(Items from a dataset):

****************************************

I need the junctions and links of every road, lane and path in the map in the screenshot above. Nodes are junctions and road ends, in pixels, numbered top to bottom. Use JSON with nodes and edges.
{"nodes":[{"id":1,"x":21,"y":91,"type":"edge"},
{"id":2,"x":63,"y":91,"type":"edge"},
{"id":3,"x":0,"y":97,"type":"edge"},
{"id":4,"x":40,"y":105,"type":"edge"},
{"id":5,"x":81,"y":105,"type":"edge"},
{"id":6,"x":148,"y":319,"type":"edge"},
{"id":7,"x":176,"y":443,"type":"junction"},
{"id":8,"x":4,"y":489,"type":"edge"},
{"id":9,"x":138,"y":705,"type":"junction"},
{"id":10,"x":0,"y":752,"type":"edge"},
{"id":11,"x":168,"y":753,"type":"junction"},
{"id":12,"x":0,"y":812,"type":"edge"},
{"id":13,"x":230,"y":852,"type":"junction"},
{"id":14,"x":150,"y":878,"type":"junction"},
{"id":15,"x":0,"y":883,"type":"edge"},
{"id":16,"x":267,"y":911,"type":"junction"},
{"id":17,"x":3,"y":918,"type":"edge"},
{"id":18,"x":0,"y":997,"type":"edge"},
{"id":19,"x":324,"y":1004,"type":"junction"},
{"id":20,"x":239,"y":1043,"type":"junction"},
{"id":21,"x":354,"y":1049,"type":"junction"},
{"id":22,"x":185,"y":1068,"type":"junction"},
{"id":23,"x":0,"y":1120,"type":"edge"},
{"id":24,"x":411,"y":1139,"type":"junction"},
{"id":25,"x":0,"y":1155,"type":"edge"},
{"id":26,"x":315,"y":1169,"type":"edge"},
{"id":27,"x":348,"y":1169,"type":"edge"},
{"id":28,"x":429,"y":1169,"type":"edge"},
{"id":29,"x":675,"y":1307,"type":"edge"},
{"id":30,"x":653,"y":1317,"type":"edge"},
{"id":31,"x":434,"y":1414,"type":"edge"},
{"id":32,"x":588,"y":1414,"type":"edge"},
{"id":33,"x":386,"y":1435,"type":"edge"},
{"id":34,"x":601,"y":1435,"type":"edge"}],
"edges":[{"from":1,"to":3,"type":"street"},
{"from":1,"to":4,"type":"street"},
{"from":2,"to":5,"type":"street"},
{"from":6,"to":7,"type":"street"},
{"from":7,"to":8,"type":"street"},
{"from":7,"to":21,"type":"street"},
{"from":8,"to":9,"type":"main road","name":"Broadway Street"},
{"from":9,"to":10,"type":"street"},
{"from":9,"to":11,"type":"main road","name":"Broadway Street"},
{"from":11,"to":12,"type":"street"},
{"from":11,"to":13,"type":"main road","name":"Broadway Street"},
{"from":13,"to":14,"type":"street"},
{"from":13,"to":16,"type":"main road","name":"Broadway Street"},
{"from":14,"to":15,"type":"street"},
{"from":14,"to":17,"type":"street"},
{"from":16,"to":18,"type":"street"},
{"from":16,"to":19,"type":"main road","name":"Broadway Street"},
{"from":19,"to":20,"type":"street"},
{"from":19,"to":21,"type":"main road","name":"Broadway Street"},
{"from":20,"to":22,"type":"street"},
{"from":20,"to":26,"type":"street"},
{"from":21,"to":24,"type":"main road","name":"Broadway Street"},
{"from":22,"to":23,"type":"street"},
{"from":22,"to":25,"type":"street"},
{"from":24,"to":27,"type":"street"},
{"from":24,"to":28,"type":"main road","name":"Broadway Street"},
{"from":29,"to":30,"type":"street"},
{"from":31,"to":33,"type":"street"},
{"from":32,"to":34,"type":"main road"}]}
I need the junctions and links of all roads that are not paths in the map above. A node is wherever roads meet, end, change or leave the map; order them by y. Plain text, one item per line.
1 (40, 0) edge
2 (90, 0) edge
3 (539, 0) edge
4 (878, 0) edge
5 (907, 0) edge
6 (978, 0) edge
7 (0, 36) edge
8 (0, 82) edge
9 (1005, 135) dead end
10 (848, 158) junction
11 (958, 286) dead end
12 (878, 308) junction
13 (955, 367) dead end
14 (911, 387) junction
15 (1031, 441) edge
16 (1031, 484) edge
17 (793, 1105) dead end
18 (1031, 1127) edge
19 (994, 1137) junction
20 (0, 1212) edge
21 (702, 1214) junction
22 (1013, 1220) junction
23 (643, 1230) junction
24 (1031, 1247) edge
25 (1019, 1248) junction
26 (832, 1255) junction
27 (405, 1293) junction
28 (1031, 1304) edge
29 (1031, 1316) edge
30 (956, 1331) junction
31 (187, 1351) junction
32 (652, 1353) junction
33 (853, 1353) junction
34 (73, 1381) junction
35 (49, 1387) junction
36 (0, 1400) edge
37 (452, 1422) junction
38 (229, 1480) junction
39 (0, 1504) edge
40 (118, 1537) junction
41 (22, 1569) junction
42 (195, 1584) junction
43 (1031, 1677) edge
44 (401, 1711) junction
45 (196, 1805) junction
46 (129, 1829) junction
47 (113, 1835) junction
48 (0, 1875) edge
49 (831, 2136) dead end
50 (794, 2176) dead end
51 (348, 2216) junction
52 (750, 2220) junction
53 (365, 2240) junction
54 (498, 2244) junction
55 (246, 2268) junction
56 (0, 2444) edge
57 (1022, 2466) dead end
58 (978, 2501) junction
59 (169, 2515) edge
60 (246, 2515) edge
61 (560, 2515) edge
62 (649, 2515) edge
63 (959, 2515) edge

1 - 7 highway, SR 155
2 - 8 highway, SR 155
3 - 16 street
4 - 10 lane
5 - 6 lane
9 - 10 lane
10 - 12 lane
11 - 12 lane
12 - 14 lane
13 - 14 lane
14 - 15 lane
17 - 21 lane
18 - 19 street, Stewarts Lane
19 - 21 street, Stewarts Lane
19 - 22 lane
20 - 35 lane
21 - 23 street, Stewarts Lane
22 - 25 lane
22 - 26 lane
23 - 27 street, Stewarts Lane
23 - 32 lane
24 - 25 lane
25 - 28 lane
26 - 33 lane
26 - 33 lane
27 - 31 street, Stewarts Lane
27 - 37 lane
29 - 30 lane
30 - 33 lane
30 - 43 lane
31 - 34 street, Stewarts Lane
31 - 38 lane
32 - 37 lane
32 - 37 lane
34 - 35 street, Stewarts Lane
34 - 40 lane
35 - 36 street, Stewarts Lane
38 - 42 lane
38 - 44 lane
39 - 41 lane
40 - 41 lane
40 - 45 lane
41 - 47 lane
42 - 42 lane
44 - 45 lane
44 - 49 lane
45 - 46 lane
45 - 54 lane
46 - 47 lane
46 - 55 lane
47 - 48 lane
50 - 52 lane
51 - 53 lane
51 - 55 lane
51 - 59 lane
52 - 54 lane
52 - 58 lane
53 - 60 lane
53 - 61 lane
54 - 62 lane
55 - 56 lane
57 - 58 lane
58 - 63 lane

****************************************

(WORK TO COMPLETE):
Transcribe all entries exactly as they are given.

(RESULT BELOW):
I need the junctions and links of every road, lane and path in the map in the screenshot above. Nodes are junctions and road ends, in pixels, numbered top to bottom. Use JSON with nodes and edges.
{"nodes":[{"id":1,"x":21,"y":91,"type":"edge"},
{"id":2,"x":63,"y":91,"type":"edge"},
{"id":3,"x":0,"y":97,"type":"edge"},
{"id":4,"x":40,"y":105,"type":"edge"},
{"id":5,"x":81,"y":105,"type":"edge"},
{"id":6,"x":148,"y":319,"type":"edge"},
{"id":7,"x":176,"y":443,"type":"junction"},
{"id":8,"x":4,"y":489,"type":"edge"},
{"id":9,"x":138,"y":705,"type":"junction"},
{"id":10,"x":0,"y":752,"type":"edge"},
{"id":11,"x":168,"y":753,"type":"junction"},
{"id":12,"x":0,"y":812,"type":"edge"},
{"id":13,"x":230,"y":852,"type":"junction"},
{"id":14,"x":150,"y":878,"type":"junction"},
{"id":15,"x":0,"y":883,"type":"edge"},
{"id":16,"x":267,"y":911,"type":"junction"},
{"id":17,"x":3,"y":918,"type":"edge"},
{"id":18,"x":0,"y":997,"type":"edge"},
{"id":19,"x":324,"y":1004,"type":"junction"},
{"id":20,"x":239,"y":1043,"type":"junction"},
{"id":21,"x":354,"y":1049,"type":"junction"},
{"id":22,"x":185,"y":1068,"type":"junction"},
{"id":23,"x":0,"y":1120,"type":"edge"},
{"id":24,"x":411,"y":1139,"type":"junction"},
{"id":25,"x":0,"y":1155,"type":"edge"},
{"id":26,"x":315,"y":1169,"type":"edge"},
{"id":27,"x":348,"y":1169,"type":"edge"},
{"id":28,"x":429,"y":1169,"type":"edge"},
{"id":29,"x":675,"y":1307,"type":"edge"},
{"id":30,"x":653,"y":1317,"type":"edge"},
{"id":31,"x":434,"y":1414,"type":"edge"},
{"id":32,"x":588,"y":1414,"type":"edge"},
{"id":33,"x":386,"y":1435,"type":"edge"},
{"id":34,"x":601,"y":1435,"type":"edge"}],
"edges":[{"from":1,"to":3,"type":"street"},
{"from":1,"to":4,"type":"street"},
{"from":2,"to":5,"type":"street"},
{"from":6,"to":7,"type":"street"},
{"from":7,"to":8,"type":"street"},
{"from":7,"to":21,"type":"street"},
{"from":8,"to":9,"type":"main road","name":"Broadway Street"},
{"from":9,"to":10,"type":"street"},
{"from":9,"to":11,"type":"main road","name":"Broadway Street"},
{"from":11,"to":12,"type":"street"},
{"from":11,"to":13,"type":"main road","name":"Broadway Street"},
{"from":13,"to":14,"type":"street"},
{"from":13,"to":16,"type":"main road","name":"Broadway Street"},
{"from":14,"to":15,"type":"street"},
{"from":14,"to":17,"type":"street"},
{"from":16,"to":18,"type":"street"},
{"from":16,"to":19,"type":"main road","name":"Broadway Street"},
{"from":19,"to":20,"type":"street"},
{"from":19,"to":21,"type":"main road","name":"Broadway Street"},
{"from":20,"to":22,"type":"street"},
{"from":20,"to":26,"type":"street"},
{"from":21,"to":24,"type":"main road","name":"Broadway Street"},
{"from":22,"to":23,"type":"street"},
{"from":22,"to":25,"type":"street"},
{"from":24,"to":27,"type":"street"},
{"from":24,"to":28,"type":"main road","name":"Broadway Street"},
{"from":29,"to":30,"type":"street"},
{"from":31,"to":33,"type":"street"},
{"from":32,"to":34,"type":"main road"}]}
I need the junctions and links of all roads that are not paths in the map above. A node is wherever roads meet, end, change or leave the map; order them by y. Plain text, one item per line.
1 (40, 0) edge
2 (90, 0) edge
3 (539, 0) edge
4 (878, 0) edge
5 (907, 0) edge
6 (978, 0) edge
7 (0, 36) edge
8 (0, 82) edge
9 (1005, 135) dead end
10 (848, 158) junction
11 (958, 286) dead end
12 (878, 308) junction
13 (955, 367) dead end
14 (911, 387) junction
15 (1031, 441) edge
16 (1031, 484) edge
17 (793, 1105) dead end
18 (1031, 1127) edge
19 (994, 1137) junction
20 (0, 1212) edge
21 (702, 1214) junction
22 (1013, 1220) junction
23 (643, 1230) junction
24 (1031, 1247) edge
25 (1019, 1248) junction
26 (832, 1255) junction
27 (405, 1293) junction
28 (1031, 1304) edge
29 (1031, 1316) edge
30 (956, 1331) junction
31 (187, 1351) junction
32 (652, 1353) junction
33 (853, 1353) junction
34 (73, 1381) junction
35 (49, 1387) junction
36 (0, 1400) edge
37 (452, 1422) junction
38 (229, 1480) junction
39 (0, 1504) edge
40 (118, 1537) junction
41 (22, 1569) junction
42 (195, 1584) junction
43 (1031, 1677) edge
44 (401, 1711) junction
45 (196, 1805) junction
46 (129, 1829) junction
47 (113, 1835) junction
48 (0, 1875) edge
49 (831, 2136) dead end
50 (794, 2176) dead end
51 (348, 2216) junction
52 (750, 2220) junction
53 (365, 2240) junction
54 (498, 2244) junction
55 (246, 2268) junction
56 (0, 2444) edge
57 (1022, 2466) dead end
58 (978, 2501) junction
59 (169, 2515) edge
60 (246, 2515) edge
61 (560, 2515) edge
62 (649, 2515) edge
63 (959, 2515) edge

1 - 7 highway, SR 155
2 - 8 highway, SR 155
3 - 16 street
4 - 10 lane
5 - 6 lane
9 - 10 lane
10 - 12 lane
11 - 12 lane
12 - 14 lane
13 - 14 lane
14 - 15 lane
17 - 21 lane
18 - 19 street, Stewarts Lane
19 - 21 street, Stewarts Lane
19 - 22 lane
20 - 35 lane
21 - 23 street, Stewarts Lane
22 - 25 lane
22 - 26 lane
23 - 27 street, Stewarts Lane
23 - 32 lane
24 - 25 lane
25 - 28 lane
26 - 33 lane
26 - 33 lane
27 - 31 street, Stewarts Lane
27 - 37 lane
29 - 30 lane
30 - 33 lane
30 - 43 lane
31 - 34 street, Stewarts Lane
31 - 38 lane
32 - 37 lane
32 - 37 lane
34 - 35 street, Stewarts Lane
34 - 40 lane
35 - 36 street, Stewarts Lane
38 - 42 lane
38 - 44 lane
39 - 41 lane
40 - 41 lane
40 - 45 lane
41 - 47 lane
42 - 42 lane
44 - 45 lane
44 - 49 lane
45 - 46 lane
45 - 54 lane
46 - 47 lane
46 - 55 lane
47 - 48 lane
50 - 52 lane
51 - 53 lane
51 - 55 lane
51 - 59 lane
52 - 54 lane
52 - 58 lane
53 - 60 lane
53 - 61 lane
54 - 62 lane
55 - 56 lane
57 - 58 lane
58 - 63 lane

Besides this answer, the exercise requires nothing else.